In what some might see as a poke in the eye to Congressional saber-rattlers, the Securities and Exchange Commission’s Study on Enhancing Investment Adviser Examinations, required by Section 914 of the Dodd-Frank Wall Street Reform and Consumer Protection Act, flatly told Congress that it doesn’t have the resources to oversee advisors and that lawmakers’ best option is to empower a self-regulatory organization such as FINRA to do the job.
The SEC currently oversees 11,888 registered investment advisors, according to the report, but it’s shifting oversight of a chunk of them to FINRA. Soon, the SEC will just oversee RIAs with $100 million or more in assets, all 8,538 of them, while those with less will be policed by the self-regulatory organization.

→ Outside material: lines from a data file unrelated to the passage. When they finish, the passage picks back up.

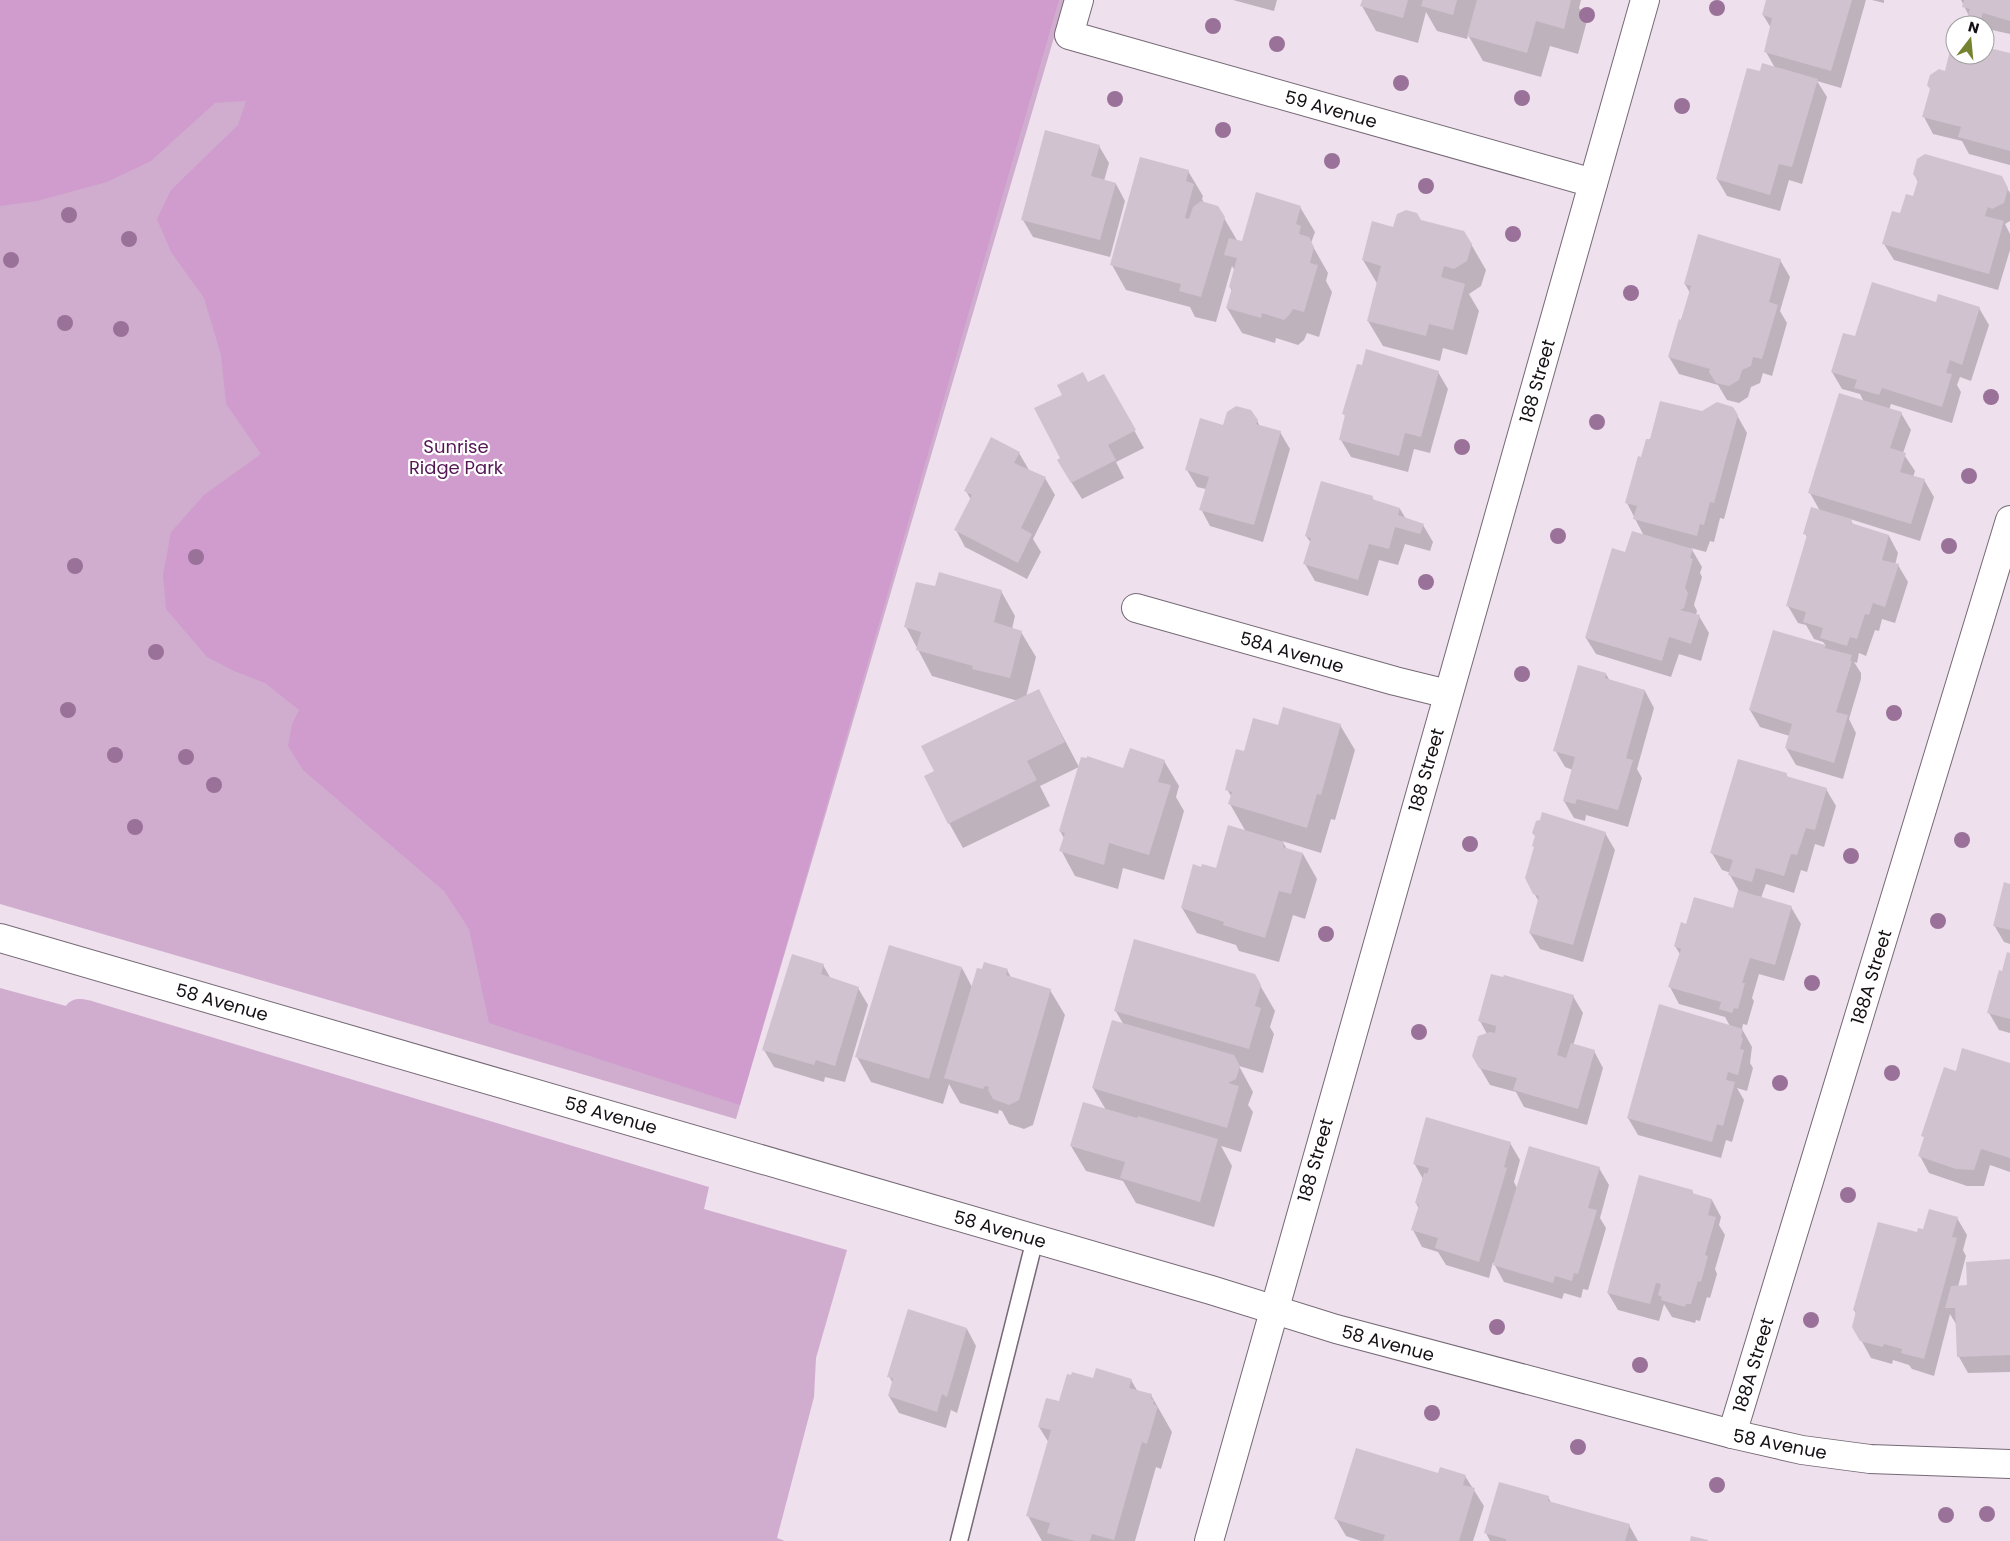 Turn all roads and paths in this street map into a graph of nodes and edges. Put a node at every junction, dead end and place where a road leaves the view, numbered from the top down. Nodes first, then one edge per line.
1 (1079, 0) edge
2 (1645, 0) edge
3 (1593, 183) junction
4 (2010, 520) edge
5 (1136, 608) dead end
6 (1448, 694) junction
7 (0, 938) edge
8 (1035, 1239) junction
9 (1274, 1309) junction
10 (1732, 1434) junction
11 (2010, 1464) edge
12 (959, 1541) edge
13 (1209, 1541) edge

1 - 3 street, 59 Avenue
2 - 3 street, 188 Street
3 - 6 street, 188 Street
4 - 10 street, 188A Street
5 - 6 street, 58A Avenue
6 - 9 street, 188 Street
7 - 8 street, 58 Avenue
8 - 9 street, 58 Avenue
8 - 12 lane
9 - 10 street, 58 Avenue
9 - 13 street, 188 Street
10 - 11 street, 58 Avenue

The SEC said that there is already a lot of crossover between its and FINRA’s oversight.
“While only about 5% of investment advisers registered under the Advisers Act are broker-dealers and thus members of FINRA, almost all of the largest retail broker-dealers are also registered as investment advisers,” the report said. “These dual registrants have a substantial portion of retail advisory clients and employ a significant number of investment adviser representatives. Authorization of FINRA to enforce the Advisers Act would free existing Commission resources spent examining dual registrants to be re-directed to other investment advisers.”

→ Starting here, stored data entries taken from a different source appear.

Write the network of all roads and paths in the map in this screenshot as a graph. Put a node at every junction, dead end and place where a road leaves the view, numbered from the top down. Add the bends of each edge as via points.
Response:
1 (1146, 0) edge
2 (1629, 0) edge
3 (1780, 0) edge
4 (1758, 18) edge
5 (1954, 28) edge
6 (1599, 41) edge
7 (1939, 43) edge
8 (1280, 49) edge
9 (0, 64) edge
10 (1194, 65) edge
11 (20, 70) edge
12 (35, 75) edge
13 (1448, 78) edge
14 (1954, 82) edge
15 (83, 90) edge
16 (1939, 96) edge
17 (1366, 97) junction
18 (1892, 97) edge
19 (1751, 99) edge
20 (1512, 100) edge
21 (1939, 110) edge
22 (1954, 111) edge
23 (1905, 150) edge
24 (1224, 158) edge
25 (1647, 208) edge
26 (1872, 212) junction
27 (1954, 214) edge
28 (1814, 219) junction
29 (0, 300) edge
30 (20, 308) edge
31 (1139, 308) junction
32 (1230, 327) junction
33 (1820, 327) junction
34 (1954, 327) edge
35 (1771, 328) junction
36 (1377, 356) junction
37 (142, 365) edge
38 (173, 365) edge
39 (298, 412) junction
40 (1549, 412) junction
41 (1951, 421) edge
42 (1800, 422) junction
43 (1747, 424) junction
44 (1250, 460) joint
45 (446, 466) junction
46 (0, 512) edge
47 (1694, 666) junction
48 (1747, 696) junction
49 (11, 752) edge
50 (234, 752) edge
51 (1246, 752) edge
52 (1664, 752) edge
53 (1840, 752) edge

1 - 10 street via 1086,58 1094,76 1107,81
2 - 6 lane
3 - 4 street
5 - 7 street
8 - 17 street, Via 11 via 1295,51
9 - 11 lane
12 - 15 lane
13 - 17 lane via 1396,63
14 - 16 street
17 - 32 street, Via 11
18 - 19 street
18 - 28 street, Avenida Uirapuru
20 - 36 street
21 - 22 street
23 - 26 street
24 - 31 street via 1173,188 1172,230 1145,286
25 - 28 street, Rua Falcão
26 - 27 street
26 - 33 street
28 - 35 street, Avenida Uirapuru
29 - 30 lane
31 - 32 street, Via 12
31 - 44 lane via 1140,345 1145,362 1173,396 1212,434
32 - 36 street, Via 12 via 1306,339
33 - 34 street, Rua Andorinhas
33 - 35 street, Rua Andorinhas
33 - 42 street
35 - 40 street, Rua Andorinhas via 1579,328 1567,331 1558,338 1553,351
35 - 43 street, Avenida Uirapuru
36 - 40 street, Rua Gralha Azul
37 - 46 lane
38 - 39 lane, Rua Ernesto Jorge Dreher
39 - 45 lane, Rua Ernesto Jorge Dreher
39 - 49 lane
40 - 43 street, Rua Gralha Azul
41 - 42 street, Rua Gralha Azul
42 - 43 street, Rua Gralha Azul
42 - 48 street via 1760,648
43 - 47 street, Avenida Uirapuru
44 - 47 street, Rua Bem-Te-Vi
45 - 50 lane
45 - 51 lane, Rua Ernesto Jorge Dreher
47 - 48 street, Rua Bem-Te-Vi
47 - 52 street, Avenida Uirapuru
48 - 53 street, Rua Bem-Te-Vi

Commissioner Elisse Walter went further in a fiery statement criticizing Congress’ lack of funding for the SEC, saying that she wants to “ensure that Congress knows that the current resource problem is severe, that the problem will only be worse in the future, and that a solution is needed now.”
FINRA was, of course, delighted by the SEC’s endorsement.

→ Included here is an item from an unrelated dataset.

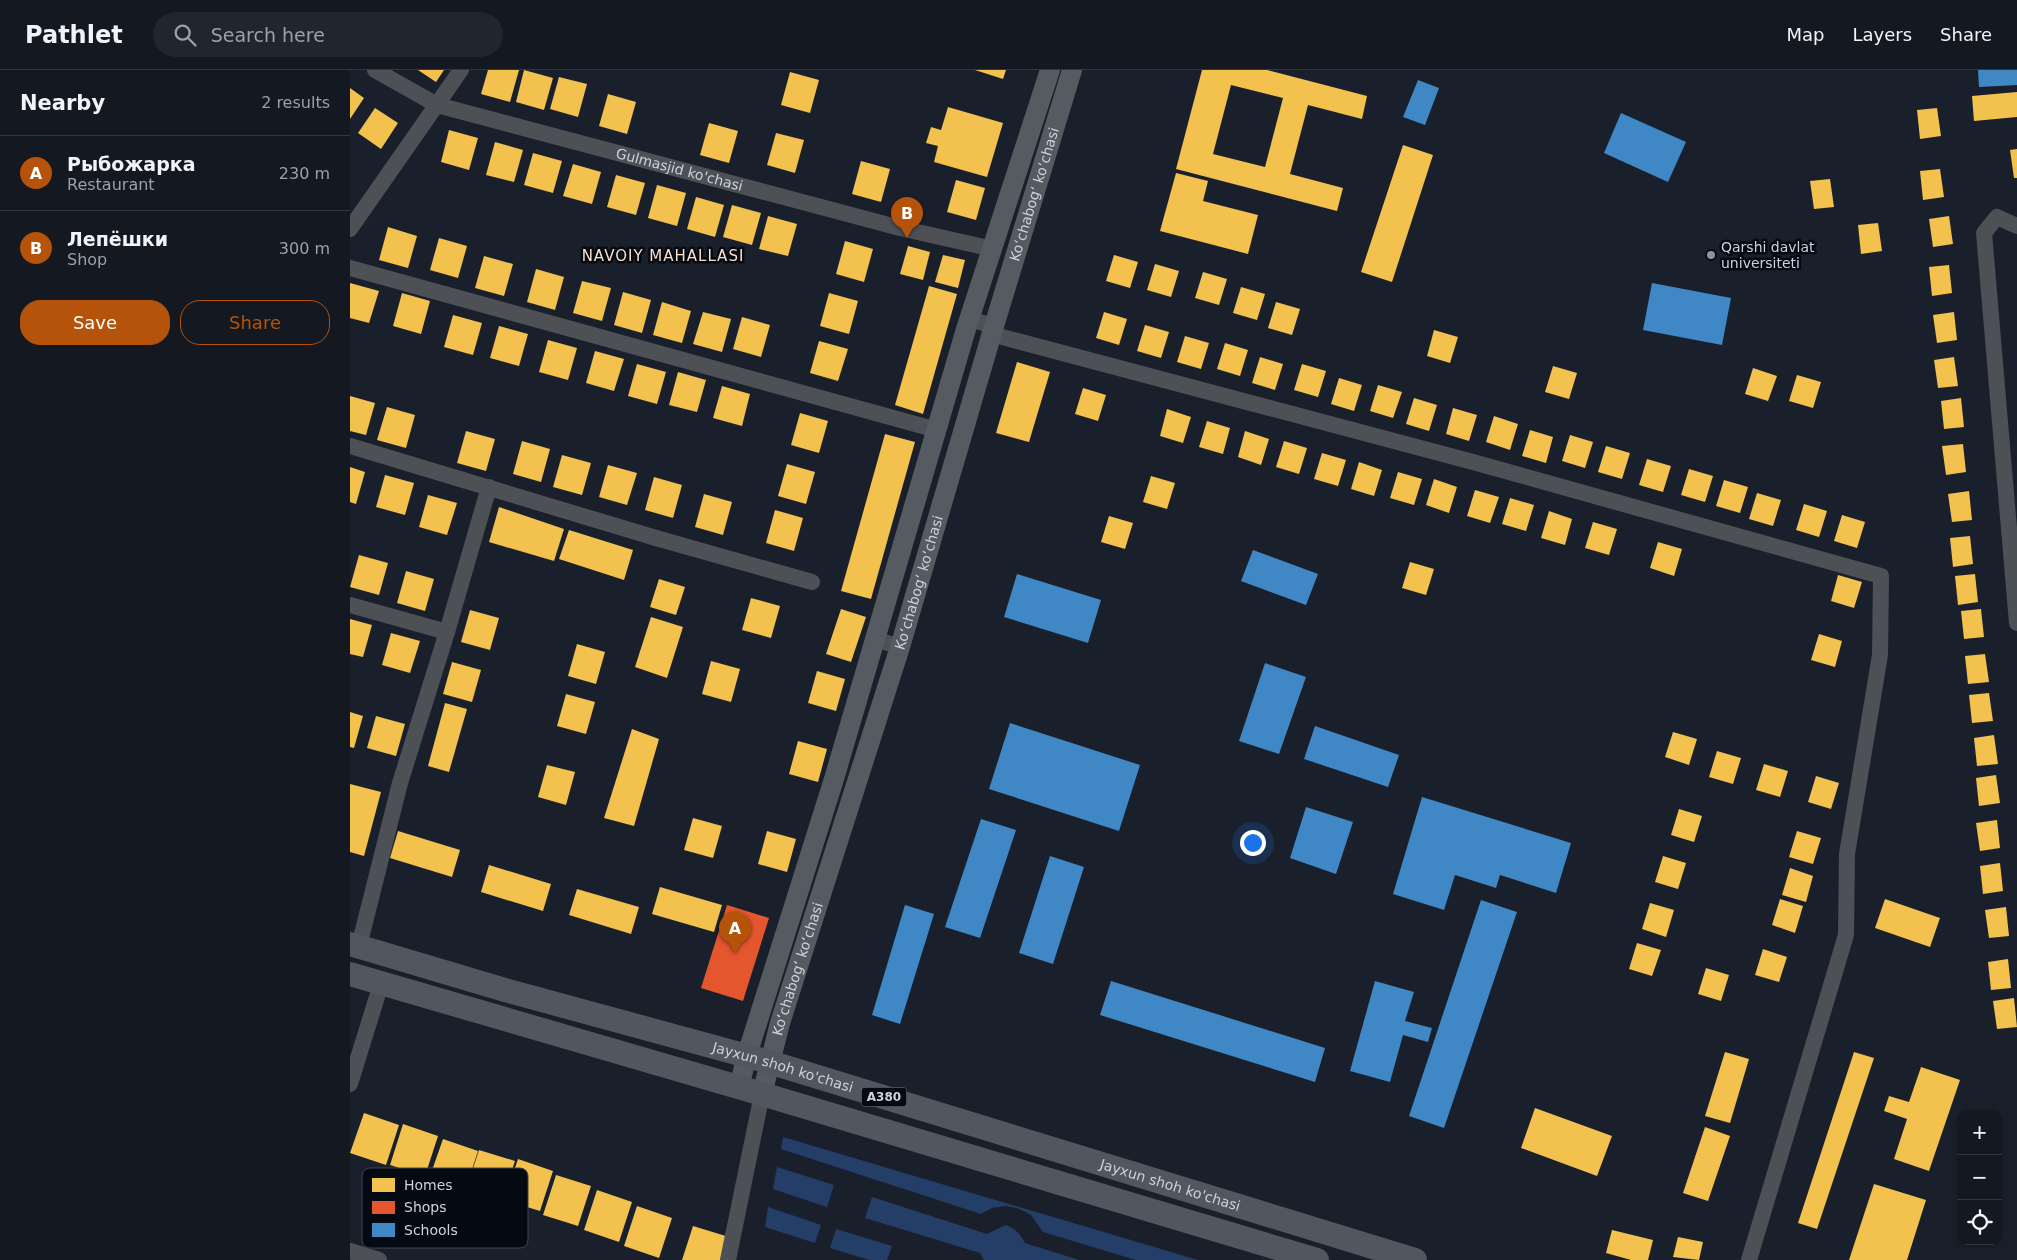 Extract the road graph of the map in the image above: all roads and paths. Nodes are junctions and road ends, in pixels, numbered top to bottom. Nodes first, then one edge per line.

“We agree with the SEC that an SRO can augment government oversight programs through more frequent examinations,” it said in a statement. “As we have consistently stated, customers of investment advisers would benefit from the additional protection afforded by SRO oversight. Investors deserve the same level of protection regardless of whether they are dealing with a broker or investment adviser.”
The Investment Adviser Association wasn’t so keen. The organization, which represents 500 RIAs, prefers the cache of federal oversight. “We continue to strongly support regulation and oversight by the SEC, a single governmental regulator, accountable to the Congress and the public, that places investor protection as its paramount mission,” David Tittsworth, IAA’s executive director, said in a statement.
The SEC told Congress if it wasn’t funded by government or through fees levied on RIAs an SRO like FINRA would have to do the job. Evidently realists, to get the end they want, IAA members “believe that user fees deserve strong consideration by Congress,” Tittsworth said.
Any way you look at it, there’s no doubt “the SEC punted it,” said Harry Chaffee, director of Renaissance Regulatory Services in Boca Raton, Fla. “The SEC looks at 20% of advisors while FINRA looks at 57% of broker-dealers per year, so it’s in a better position to catch things,” Chaffee points out, adding that “Congress has to be reasonable—without a government agent sitting next to every financial advisor, it’s not going to be a perfect system.”